THE new Libyan authorities say the country has not yet been "fully" liberated, exactly a year since the killing of Muammar Gaddafi and against the backdrop of clashes in one of his last bastions.
"The campaign to liberate the country has not been fully completed," Mohammed Megaryef, the head of Libya's national assembly, said in remarks broadcast on state television.
He singled out the oasis town of Bani Walid, scene of deadly clashes over the past week and one of the final strongholds of Gaddafi's dictatorial regime during the 2011 revolution that ousted and killed him.
Megaryef, president of the democratically elected General National Congress, gave a sombre assessment of the post-Gaddafi period and warned that remnants of the former regime still pose a threat.
He pointed to "delays and negligence" in the formation of a professional army and police force, and the failure to disarm and integrate former rebels into state institutions.
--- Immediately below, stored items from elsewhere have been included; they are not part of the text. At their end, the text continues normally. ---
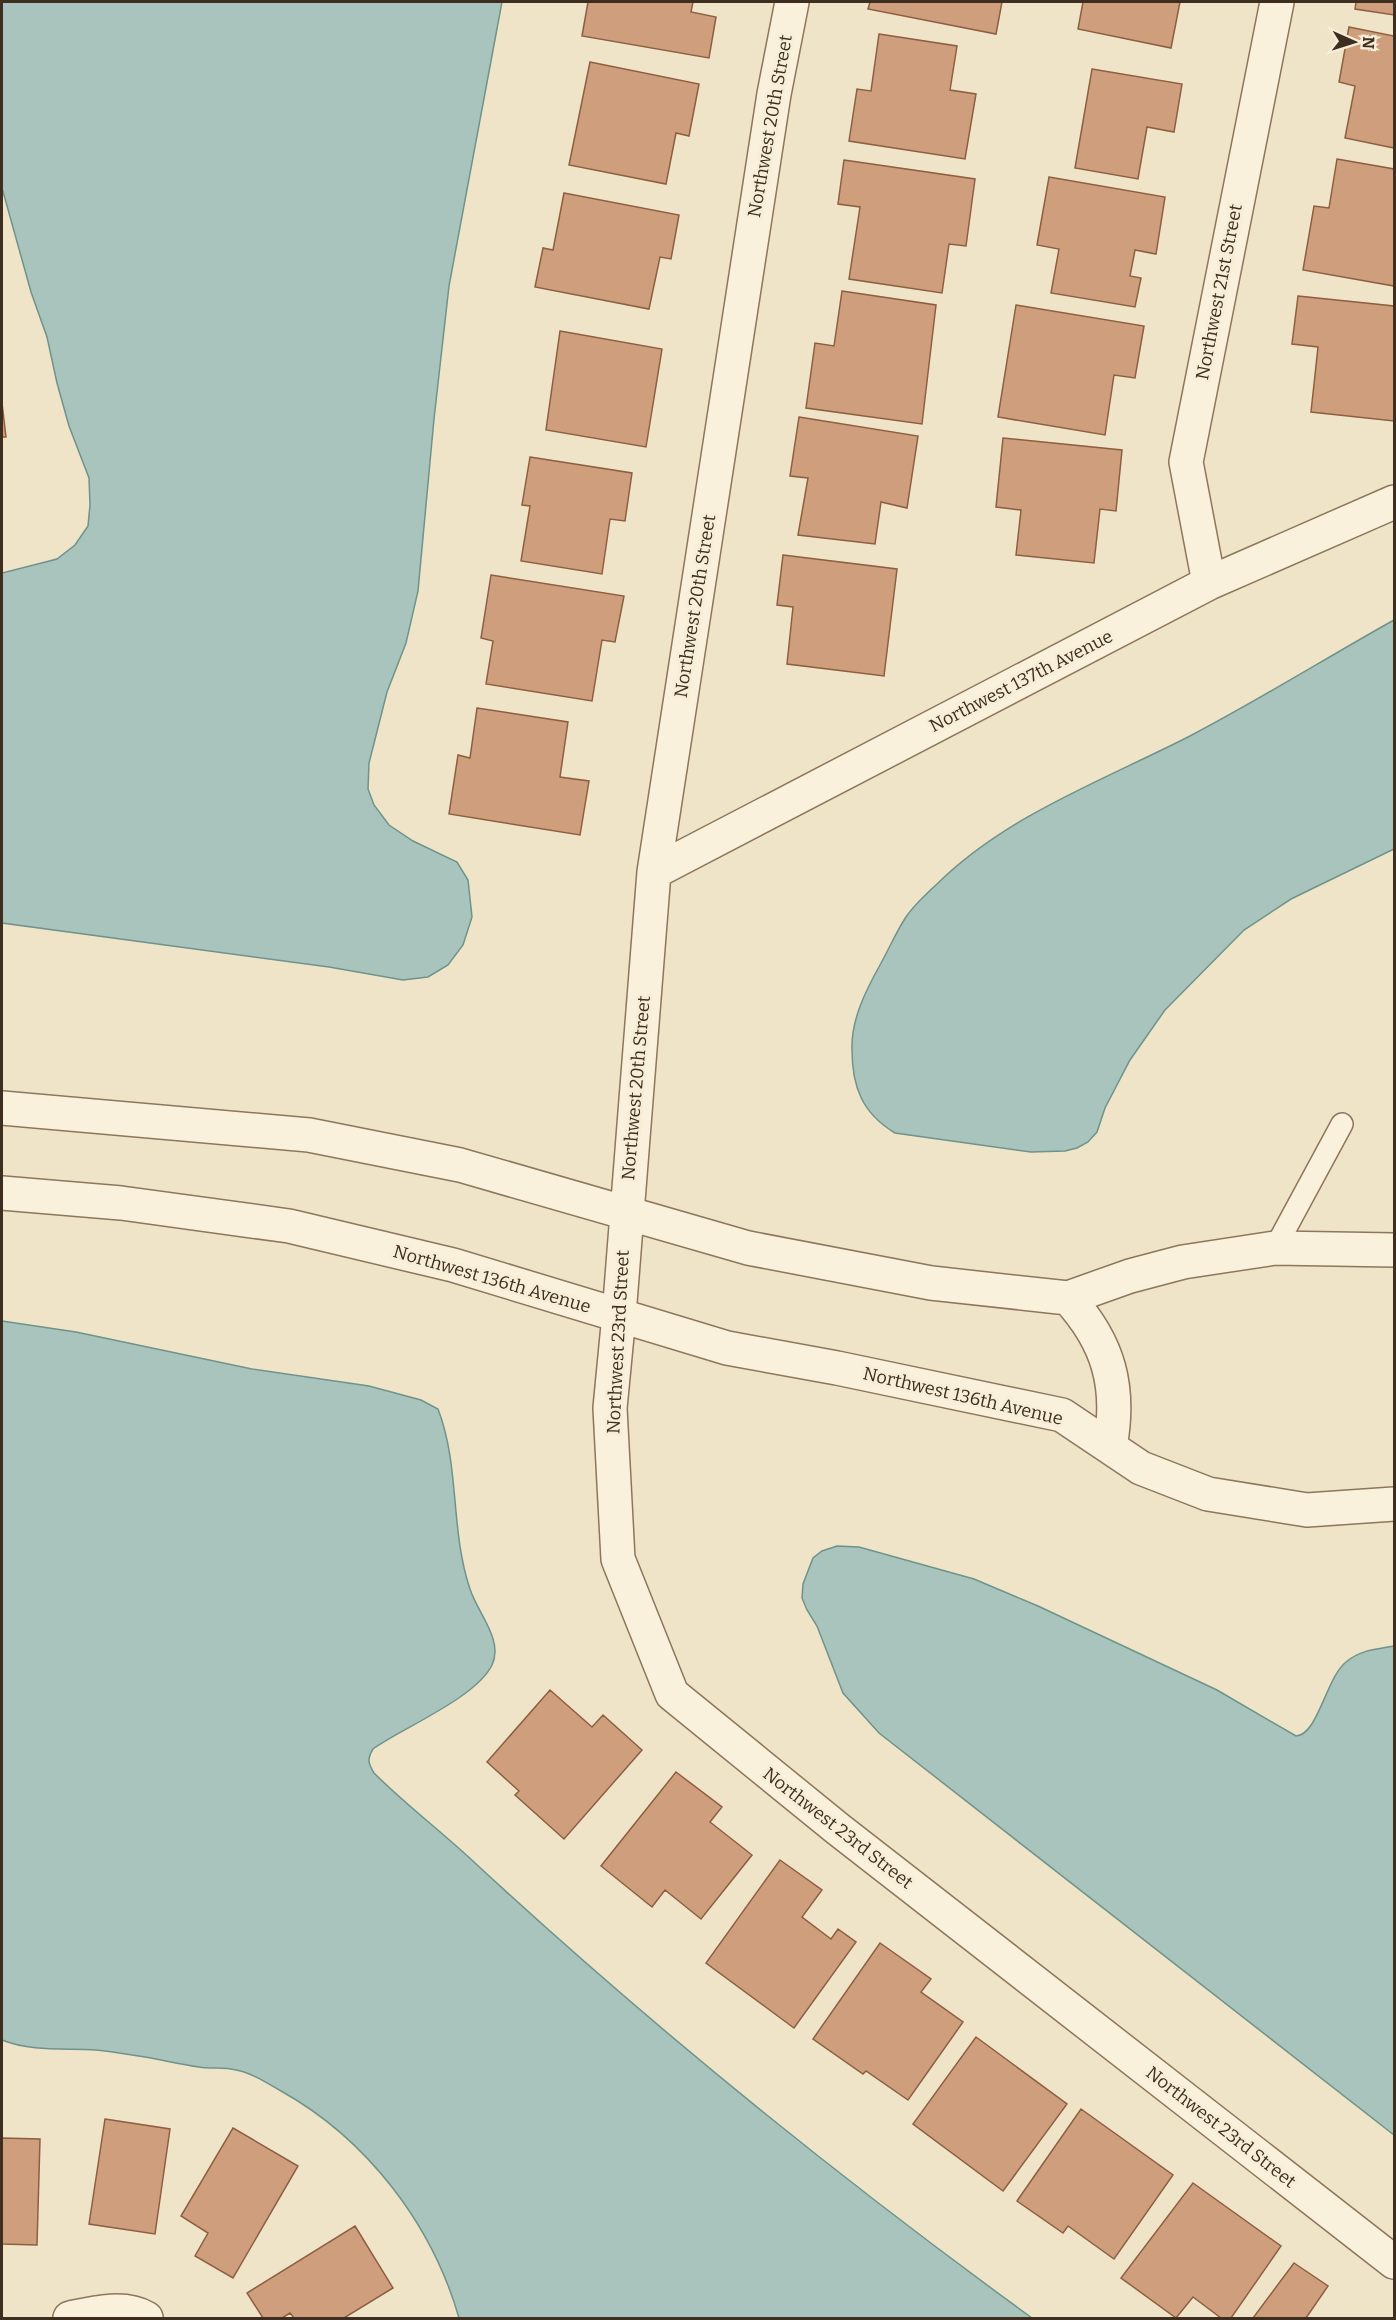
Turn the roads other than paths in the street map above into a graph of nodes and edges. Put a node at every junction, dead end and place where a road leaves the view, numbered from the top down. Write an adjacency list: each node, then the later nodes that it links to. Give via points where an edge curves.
1 (792, 2): 5 (street, Northwest 20th Street, via 774,94)
2 (1277, 2): 4 (street, Northwest 21st Street, via 1186,462)
3 (1395, 502): 4 (street, Northwest 137th Avenue)
4 (1209, 583): 5 (street, Northwest 137th Avenue)
5 (654, 872): 9 (street, Northwest 20th Street)
6 (2, 1108): 9 (street, via 309,1135 460,1166)
7 (1342, 1124): 10 (lane)
8 (2, 1193): 13 (street, Northwest 136th Avenue, via 121,1203 289,1226 453,1265)
9 (626, 1213): 12 (street, via 748,1248 931,1283); 13 (street, Northwest 23rd Street)
10 (1275, 1248): 11 (street); 12 (street, via 1183,1262)
11 (1395, 1250)
12 (1068, 1298): 14 (street, via 1096,1335 1109,1367 1115,1401)
13 (619, 1315): 14 (street, Northwest 136th Avenue, via 727,1348 1062,1415); 16 (street, Northwest 23rd Street, via 610,1408 618,1559 672,1694 838,1829)
14 (1110, 1447): 15 (street, Northwest 136th Avenue, via 1141,1468 1208,1494 1307,1510)
15 (1395, 1504)
16 (1395, 2262)
17 (142, 2315): 18 (street, via 96,2312)
18 (70, 2319)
Megaryef stressed that delays in reactivating and reforming the judiciary had also hampered reconciliation in what marks a critical transition period for the oil-rich country.
"This situation has created a state of discontent and tension among different segments of society and contributed to the spread of chaos, disorder, corruption and weakness in the performance of various government agencies," Megaryef said.
This benefited "remnants of the former regime which have infiltrated the organs of the state, maybe even its leadership, and are plotting against the revolution with the help of others who are abroad".
The weakness of the state, he continued, has allowed groups with or without ties to the former regime to defy the law and carry out arbitrary arrests, torture, blackmail and looting.
"They even dared to establish their own prisons," Megaryef said in apparent reference to armed militias, some of which have their own detention centres and act as a law unto themselves.
Libya's top official reserved his sharpest criticism for the town of Bani Walid, which is seen by many as a hideout for regime loyalists and criminal gangs, and endorsed military operations there.
"Bani Walid's misfortune is that it has become a sanctuary for a large number of outlaws and anti-revolutionaries and mercenaries," Megaryef said.
Forces linked to the army, the majority of them former rebels, encircled the hilltop town this month in a bid to bring to justice the men who kidnapped and allegedly tortured an ex-rebel credited with capturing Gaddafi.
Fighting around Bani Walid this week has killed more than 10 people.
Megaryef stressed that the operations underway "do not target this brave city or its people, rather they target culprits, wanted people, the accused and infiltrators among its honourable residents".